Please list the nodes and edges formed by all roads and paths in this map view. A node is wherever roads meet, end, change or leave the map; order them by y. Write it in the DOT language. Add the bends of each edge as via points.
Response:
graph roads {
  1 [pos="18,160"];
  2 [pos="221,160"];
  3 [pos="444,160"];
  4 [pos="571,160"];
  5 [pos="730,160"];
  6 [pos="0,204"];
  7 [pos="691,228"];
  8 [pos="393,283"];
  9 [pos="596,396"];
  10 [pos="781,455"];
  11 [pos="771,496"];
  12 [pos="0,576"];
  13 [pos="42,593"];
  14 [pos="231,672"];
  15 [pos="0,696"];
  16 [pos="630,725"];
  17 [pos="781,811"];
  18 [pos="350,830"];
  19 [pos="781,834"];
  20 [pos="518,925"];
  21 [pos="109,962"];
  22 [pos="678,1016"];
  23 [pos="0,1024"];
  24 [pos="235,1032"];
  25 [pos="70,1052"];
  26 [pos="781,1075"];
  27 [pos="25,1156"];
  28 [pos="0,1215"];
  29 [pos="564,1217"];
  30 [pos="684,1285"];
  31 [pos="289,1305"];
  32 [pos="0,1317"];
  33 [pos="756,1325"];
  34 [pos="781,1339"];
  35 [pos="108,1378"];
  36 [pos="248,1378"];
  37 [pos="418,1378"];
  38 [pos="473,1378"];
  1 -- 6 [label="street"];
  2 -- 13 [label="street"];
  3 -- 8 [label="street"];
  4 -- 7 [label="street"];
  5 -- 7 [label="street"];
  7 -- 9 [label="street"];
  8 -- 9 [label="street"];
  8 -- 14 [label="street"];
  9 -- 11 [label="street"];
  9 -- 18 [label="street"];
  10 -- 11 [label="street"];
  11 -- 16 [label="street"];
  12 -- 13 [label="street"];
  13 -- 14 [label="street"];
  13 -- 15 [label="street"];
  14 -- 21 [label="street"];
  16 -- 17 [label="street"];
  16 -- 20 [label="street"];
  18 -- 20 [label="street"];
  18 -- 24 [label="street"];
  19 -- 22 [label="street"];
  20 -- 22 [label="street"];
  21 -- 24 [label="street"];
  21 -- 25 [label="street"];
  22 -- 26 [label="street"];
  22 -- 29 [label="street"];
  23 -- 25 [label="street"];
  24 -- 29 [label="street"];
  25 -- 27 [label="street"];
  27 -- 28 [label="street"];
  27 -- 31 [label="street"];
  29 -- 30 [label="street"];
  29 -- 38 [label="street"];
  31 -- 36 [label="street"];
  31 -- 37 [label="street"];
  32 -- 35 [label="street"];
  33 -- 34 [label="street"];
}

***

■ Task to complete:
Apply a filter for "roads" to the entries and show each line that passes.

■ Written response:
Please list the nodes and edges formed by all roads and paths in this map view. A node is wherever roads meet, end, change or leave the map; order them by y. Write it in the DOT language. Add the bends of each edge as via points.
graph roads {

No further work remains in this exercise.